%%

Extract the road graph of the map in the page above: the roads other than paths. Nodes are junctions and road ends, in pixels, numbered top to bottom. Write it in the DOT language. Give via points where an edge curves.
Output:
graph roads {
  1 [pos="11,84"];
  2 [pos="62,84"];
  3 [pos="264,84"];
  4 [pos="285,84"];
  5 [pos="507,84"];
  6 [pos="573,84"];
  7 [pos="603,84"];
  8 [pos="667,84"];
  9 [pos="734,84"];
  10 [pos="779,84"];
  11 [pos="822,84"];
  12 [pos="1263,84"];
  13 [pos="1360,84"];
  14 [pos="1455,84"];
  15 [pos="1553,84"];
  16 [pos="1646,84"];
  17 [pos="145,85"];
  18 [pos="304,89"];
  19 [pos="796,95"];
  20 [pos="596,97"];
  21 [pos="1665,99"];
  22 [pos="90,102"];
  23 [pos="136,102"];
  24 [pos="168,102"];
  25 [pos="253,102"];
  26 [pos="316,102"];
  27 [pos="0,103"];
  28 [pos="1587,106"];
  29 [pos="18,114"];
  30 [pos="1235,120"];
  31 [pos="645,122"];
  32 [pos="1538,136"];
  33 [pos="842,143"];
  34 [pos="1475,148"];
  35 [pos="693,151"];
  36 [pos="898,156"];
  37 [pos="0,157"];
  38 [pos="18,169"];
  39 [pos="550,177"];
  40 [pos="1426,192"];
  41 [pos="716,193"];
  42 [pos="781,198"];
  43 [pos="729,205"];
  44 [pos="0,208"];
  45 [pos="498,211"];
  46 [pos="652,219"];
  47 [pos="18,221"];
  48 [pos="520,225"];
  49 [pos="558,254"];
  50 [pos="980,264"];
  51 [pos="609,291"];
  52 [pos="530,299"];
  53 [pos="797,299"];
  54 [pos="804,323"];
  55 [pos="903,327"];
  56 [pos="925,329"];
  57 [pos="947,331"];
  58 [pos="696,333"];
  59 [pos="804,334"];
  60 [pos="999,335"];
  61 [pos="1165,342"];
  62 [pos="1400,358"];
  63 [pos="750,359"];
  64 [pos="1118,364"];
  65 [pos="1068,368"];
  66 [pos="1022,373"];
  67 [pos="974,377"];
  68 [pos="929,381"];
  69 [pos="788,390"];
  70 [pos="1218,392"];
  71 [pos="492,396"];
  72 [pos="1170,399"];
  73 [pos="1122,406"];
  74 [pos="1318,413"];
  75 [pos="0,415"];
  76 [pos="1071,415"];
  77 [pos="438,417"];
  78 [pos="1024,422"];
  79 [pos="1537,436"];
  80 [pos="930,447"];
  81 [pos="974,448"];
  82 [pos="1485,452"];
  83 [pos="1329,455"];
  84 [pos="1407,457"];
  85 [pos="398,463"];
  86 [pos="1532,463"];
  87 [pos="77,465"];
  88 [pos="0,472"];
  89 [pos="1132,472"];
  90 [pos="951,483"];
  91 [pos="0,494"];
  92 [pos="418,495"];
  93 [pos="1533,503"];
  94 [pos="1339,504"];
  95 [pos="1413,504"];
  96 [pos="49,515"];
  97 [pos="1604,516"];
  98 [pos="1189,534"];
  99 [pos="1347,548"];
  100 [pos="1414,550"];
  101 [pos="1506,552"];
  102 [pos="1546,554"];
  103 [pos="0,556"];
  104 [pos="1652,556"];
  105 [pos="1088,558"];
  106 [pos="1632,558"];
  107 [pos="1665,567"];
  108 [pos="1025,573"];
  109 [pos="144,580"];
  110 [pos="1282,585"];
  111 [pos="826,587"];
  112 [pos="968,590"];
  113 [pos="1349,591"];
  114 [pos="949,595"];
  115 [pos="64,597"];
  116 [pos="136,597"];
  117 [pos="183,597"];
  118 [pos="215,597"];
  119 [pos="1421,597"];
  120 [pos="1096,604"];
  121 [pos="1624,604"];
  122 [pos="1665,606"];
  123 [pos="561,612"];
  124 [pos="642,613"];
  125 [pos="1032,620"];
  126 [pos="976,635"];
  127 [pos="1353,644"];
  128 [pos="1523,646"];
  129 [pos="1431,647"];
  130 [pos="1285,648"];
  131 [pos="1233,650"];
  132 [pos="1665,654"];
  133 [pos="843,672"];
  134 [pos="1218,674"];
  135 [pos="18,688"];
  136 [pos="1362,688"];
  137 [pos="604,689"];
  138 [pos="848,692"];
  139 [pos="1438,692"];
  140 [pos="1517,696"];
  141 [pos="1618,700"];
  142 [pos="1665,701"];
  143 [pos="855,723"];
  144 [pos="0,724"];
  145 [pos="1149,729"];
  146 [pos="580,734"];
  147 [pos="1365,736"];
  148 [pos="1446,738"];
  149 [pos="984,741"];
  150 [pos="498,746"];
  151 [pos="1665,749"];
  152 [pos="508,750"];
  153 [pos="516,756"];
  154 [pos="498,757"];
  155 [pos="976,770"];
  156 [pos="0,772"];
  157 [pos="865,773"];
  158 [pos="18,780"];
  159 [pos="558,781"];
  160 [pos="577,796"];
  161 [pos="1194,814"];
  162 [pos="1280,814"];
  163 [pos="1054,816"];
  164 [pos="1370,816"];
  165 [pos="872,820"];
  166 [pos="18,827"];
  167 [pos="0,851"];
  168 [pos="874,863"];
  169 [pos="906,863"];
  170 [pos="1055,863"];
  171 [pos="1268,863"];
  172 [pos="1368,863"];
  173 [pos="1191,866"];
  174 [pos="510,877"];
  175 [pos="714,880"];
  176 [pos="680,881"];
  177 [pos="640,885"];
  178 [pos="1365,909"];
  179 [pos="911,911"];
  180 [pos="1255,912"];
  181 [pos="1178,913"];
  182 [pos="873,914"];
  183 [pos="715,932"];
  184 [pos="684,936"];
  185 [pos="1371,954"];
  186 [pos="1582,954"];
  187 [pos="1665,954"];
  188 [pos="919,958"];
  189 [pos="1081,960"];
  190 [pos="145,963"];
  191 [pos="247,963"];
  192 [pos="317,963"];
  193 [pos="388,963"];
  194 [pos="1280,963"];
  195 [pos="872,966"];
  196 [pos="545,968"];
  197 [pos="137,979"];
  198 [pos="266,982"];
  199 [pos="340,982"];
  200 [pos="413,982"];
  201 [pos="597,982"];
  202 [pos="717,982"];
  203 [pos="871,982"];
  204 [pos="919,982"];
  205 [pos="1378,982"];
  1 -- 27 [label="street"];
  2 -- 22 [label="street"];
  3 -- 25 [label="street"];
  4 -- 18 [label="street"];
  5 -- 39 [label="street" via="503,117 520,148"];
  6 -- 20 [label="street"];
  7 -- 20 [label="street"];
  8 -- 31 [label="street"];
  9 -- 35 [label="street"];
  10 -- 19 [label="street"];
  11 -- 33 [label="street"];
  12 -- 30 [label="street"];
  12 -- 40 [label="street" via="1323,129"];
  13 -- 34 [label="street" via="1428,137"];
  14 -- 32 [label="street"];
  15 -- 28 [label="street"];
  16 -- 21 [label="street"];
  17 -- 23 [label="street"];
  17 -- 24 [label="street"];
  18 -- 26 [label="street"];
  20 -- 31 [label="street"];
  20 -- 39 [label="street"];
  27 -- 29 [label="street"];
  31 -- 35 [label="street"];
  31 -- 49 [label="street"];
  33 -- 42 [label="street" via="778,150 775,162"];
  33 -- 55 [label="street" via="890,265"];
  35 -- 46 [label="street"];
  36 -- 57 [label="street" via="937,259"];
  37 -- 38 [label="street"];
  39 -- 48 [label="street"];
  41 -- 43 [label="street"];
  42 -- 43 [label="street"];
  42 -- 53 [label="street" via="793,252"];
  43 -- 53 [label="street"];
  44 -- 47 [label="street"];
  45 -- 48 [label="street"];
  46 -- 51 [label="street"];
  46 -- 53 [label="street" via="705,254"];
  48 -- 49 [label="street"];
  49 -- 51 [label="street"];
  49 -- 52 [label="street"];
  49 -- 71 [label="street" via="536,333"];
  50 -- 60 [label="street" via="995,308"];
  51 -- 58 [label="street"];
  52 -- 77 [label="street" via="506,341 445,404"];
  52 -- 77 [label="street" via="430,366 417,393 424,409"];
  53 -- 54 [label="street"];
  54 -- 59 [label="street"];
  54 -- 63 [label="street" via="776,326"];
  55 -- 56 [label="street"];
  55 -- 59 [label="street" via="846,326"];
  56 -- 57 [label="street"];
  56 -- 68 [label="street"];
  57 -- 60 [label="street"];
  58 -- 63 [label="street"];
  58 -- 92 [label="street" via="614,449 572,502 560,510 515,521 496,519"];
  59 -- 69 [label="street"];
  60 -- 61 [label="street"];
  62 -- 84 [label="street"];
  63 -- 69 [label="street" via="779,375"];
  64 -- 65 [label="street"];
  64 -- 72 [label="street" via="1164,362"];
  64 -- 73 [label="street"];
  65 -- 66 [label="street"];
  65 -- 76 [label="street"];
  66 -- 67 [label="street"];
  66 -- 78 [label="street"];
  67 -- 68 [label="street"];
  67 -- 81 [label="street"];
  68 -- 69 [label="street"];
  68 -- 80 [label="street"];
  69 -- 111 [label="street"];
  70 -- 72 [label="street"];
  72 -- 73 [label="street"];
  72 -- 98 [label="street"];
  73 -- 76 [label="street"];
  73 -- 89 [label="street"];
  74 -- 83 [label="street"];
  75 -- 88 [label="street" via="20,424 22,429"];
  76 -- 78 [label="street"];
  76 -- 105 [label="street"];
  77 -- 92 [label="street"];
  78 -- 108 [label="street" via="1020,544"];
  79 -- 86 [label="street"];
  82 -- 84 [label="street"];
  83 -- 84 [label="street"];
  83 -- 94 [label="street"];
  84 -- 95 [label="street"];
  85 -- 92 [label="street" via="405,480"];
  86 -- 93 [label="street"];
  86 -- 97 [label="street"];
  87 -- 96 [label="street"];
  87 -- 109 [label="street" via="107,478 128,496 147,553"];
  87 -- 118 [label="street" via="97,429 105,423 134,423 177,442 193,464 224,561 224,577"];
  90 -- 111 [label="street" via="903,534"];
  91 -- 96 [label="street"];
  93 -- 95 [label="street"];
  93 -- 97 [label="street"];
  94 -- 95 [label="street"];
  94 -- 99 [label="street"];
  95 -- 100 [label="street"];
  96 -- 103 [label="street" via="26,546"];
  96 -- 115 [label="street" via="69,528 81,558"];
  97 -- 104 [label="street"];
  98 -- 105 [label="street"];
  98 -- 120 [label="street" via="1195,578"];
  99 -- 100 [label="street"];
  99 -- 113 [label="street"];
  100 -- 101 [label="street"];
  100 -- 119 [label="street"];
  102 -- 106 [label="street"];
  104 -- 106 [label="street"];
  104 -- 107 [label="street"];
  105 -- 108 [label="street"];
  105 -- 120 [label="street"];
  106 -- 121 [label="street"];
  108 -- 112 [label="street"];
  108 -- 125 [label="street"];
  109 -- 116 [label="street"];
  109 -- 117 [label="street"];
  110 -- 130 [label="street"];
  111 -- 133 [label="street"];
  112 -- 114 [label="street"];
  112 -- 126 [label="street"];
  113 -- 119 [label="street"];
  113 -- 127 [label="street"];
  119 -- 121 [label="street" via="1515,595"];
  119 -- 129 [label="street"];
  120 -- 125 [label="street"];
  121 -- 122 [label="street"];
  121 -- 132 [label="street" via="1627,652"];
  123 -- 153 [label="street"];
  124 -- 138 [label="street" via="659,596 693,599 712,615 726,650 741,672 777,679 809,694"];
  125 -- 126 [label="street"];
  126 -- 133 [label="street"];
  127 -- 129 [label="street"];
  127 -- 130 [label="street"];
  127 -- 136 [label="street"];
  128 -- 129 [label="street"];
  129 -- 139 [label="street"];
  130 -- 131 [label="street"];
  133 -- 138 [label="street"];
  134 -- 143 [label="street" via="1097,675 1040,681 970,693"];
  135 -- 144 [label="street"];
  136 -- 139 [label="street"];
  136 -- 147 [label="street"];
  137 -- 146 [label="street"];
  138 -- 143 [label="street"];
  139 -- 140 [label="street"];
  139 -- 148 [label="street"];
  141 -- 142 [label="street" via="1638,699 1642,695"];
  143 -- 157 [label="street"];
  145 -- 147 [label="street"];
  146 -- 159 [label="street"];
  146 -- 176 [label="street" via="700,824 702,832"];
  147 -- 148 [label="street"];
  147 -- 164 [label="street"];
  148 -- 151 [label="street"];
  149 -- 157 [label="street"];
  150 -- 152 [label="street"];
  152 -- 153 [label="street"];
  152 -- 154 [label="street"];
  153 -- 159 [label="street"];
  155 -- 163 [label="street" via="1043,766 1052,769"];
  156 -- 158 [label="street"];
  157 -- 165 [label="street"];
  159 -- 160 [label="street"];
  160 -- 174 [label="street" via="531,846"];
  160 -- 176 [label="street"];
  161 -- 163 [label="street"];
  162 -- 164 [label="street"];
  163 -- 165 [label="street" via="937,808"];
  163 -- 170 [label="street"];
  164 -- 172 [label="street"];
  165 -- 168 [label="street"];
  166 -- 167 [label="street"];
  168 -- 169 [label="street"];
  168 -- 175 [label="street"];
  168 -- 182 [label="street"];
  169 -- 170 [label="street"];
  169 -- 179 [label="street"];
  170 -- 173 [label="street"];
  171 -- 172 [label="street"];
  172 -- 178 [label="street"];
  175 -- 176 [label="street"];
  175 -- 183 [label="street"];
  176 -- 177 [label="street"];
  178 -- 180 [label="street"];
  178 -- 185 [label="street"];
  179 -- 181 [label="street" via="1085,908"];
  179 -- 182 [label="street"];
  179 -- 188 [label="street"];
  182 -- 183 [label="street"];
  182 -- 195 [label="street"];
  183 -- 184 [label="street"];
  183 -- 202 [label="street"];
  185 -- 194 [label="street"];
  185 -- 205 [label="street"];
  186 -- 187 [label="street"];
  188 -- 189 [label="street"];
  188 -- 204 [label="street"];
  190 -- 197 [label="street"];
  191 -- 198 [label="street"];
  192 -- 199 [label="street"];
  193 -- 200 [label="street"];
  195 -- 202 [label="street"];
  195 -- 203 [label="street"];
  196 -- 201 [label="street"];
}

%%

> _WORK ORDER_: Isolate each line of the listing above that includes "roads". Copy it.

> _ANSWER TO THE EXERCISE_:
Extract the road graph of the map in the page above: the roads other than paths. Nodes are junctions and road ends, in pixels, numbered top to bottom. Write it in the DOT language. Give via points where an edge curves.
graph roads {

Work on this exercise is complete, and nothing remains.